Она подошла к окну, но сквозь витражи почти ничего не видела. В мути красных и зеленых стекол угадывались могучий Евфрат, причал, прогулочный катер.

– Пифка, – услышала она за спиной голос.

Обернулась.

Беренгарий. Ну, нахал.

И уже изрядно набрался – интересно, как это ему удалось?

Пошатываясь и глядя на нее мутно и ласково, старший группы программного обеспечения протянул ей свой бокал.

Пиф с подозрением отшатнулась.

– Что это?

– Коктейль.

И лукаво улыбнулся.

Оба фыркнули. Они давно работали вместе, им часто выпадали дежурства в одни и те же дни. Вокруг них постепенно образовалась пустота. Двое посвященных беседуют у окна, и цветные стекла раскрашивают их лица в шутовские маски.

Ни он, ни она не замечали этого почтительного отчуждения.

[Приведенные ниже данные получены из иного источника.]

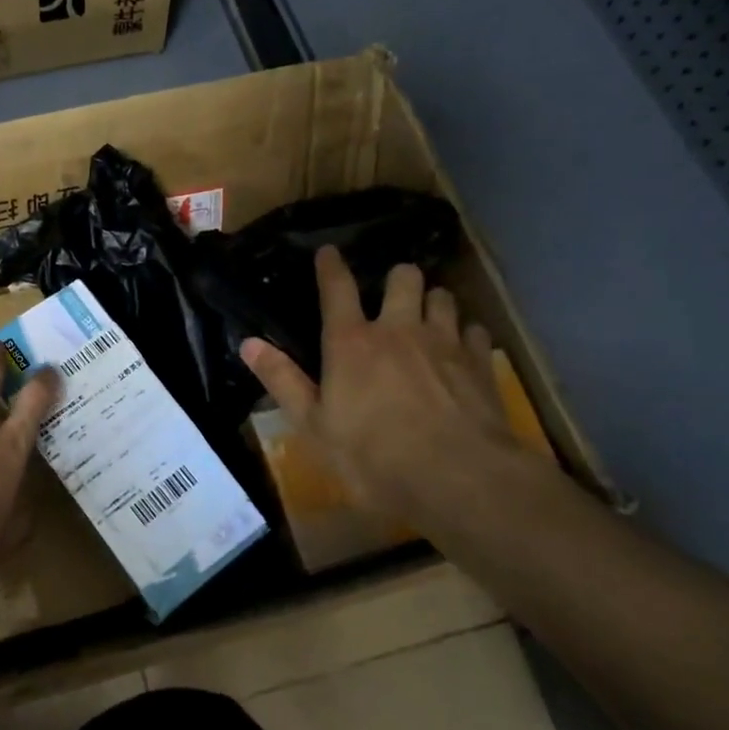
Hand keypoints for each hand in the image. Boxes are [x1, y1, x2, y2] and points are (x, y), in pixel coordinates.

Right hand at [241, 247, 545, 541]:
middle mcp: (399, 329)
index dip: (330, 266)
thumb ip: (282, 380)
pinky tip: (461, 352)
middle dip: (397, 279)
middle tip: (392, 298)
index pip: (337, 289)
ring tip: (427, 319)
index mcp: (351, 342)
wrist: (458, 478)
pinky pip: (475, 331)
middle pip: (403, 277)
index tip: (328, 251)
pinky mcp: (480, 363)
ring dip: (432, 302)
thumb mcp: (314, 425)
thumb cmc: (373, 456)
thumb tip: (248, 343)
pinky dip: (465, 335)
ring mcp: (444, 342)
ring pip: (443, 297)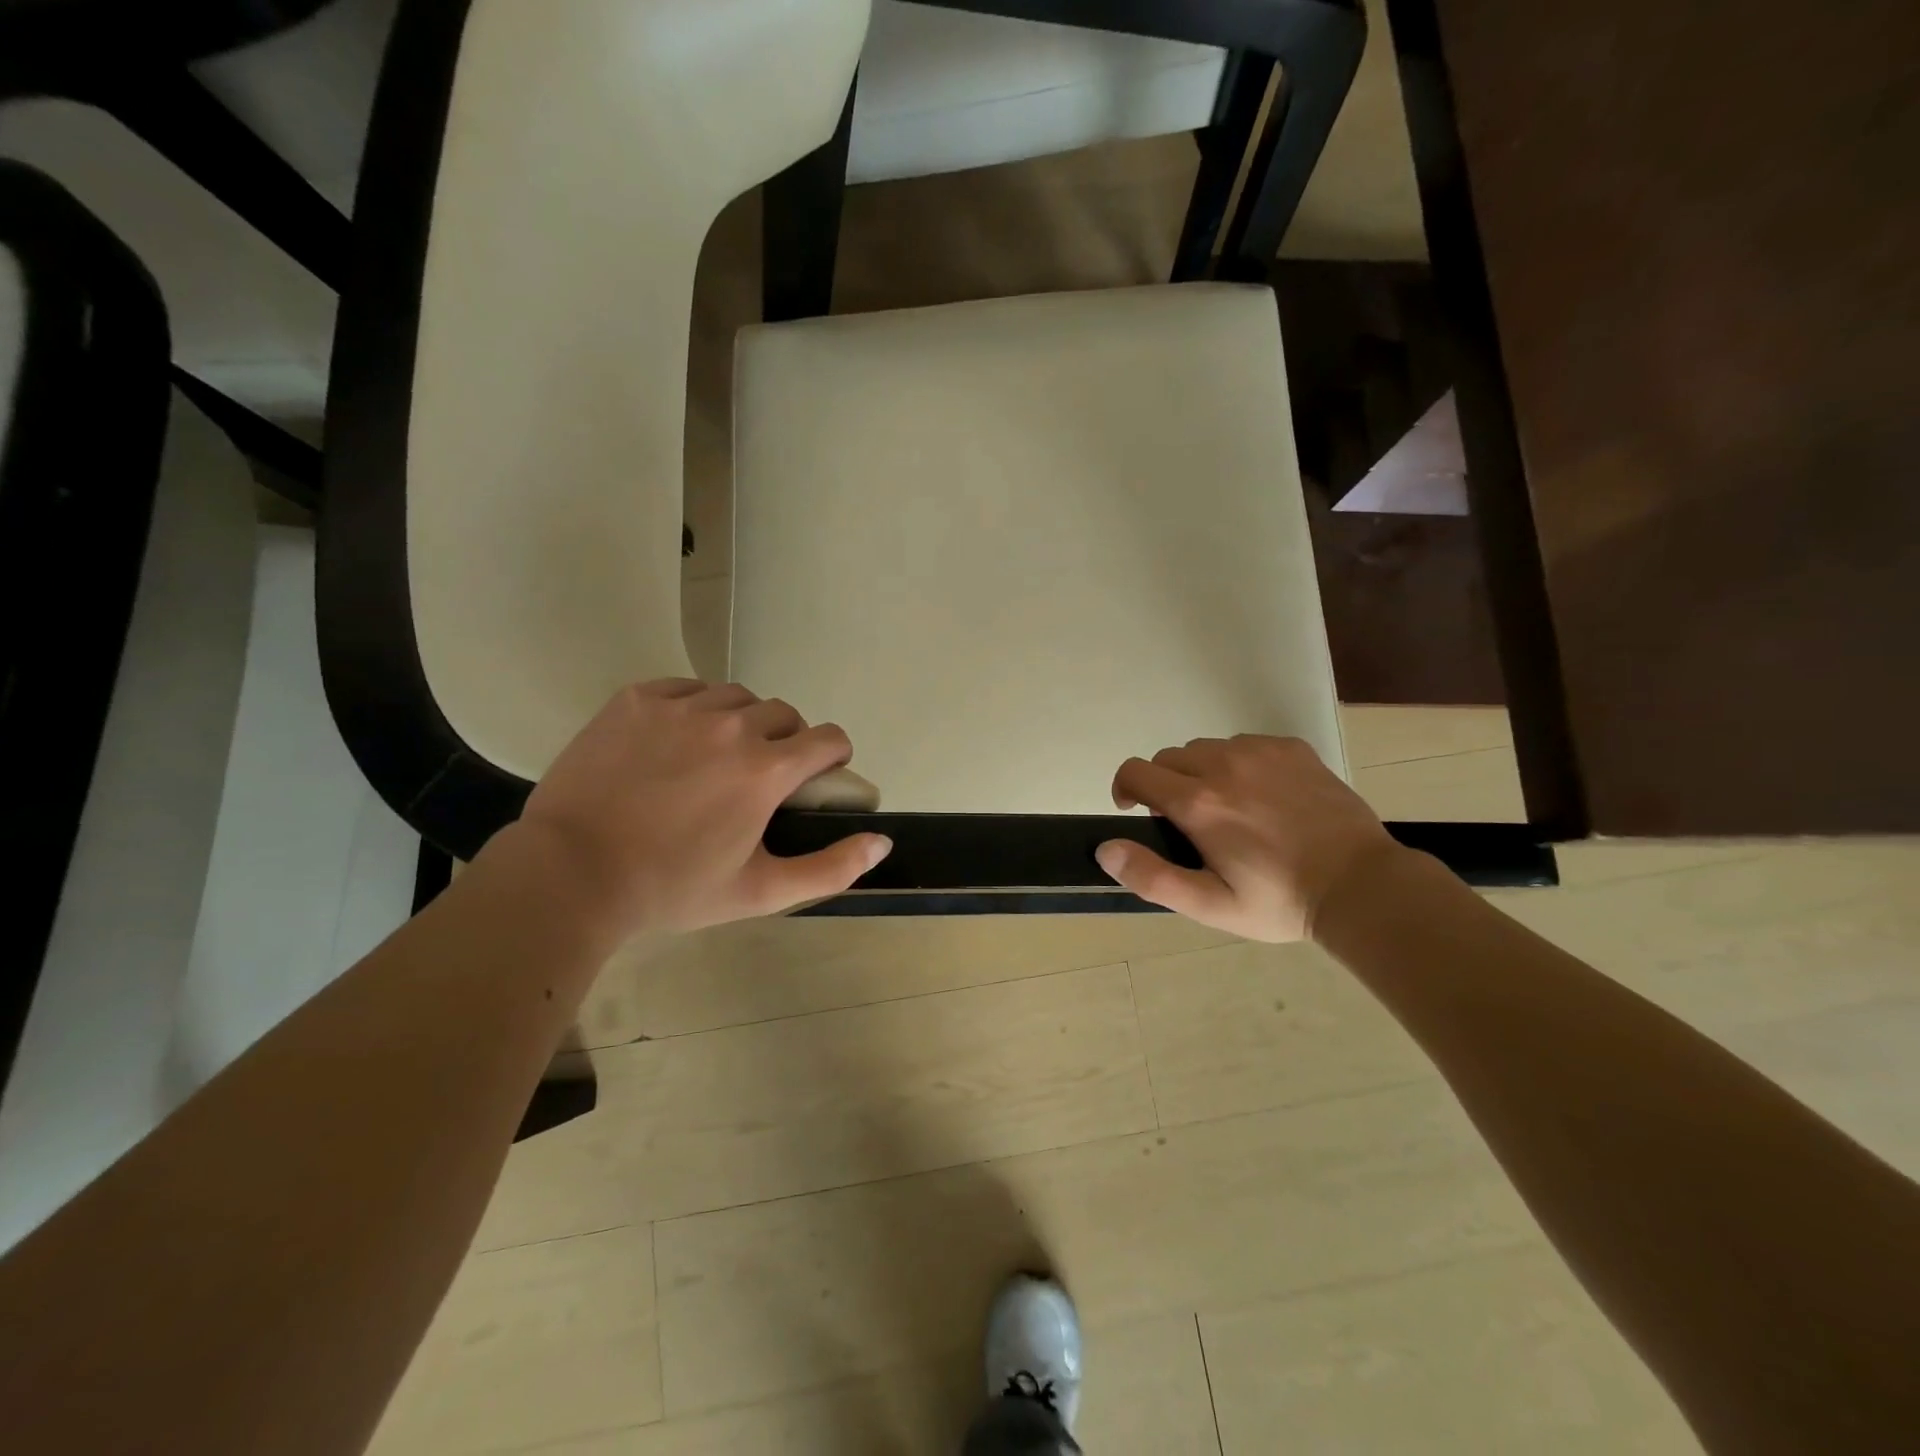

А посетители Оракула, деликатно пожевывая бутербродики и посасывая маслинки, нет-нет, да бросали на них боязливые взгляды.

Что решается сейчас, что происходит в эти мгновения между жрецами?

– Ты что, льешь водку в шампанское?

– Угадала. Умная девочка.

– Да ну тебя.

– Ты попробуй, попробуй.

– Хочешь, чтобы я нализалась?

– Да ты же алкоголичка. Тебе пробку понюхать – и ты готова.

…Предсказательница, одержимая божественным духом Феба, берет из рук программиста бокал. Отдает ему свой. Боги, что за ритуал совершают эти двое? Какие молнии Силы проскальзывают между их соприкоснувшихся рук?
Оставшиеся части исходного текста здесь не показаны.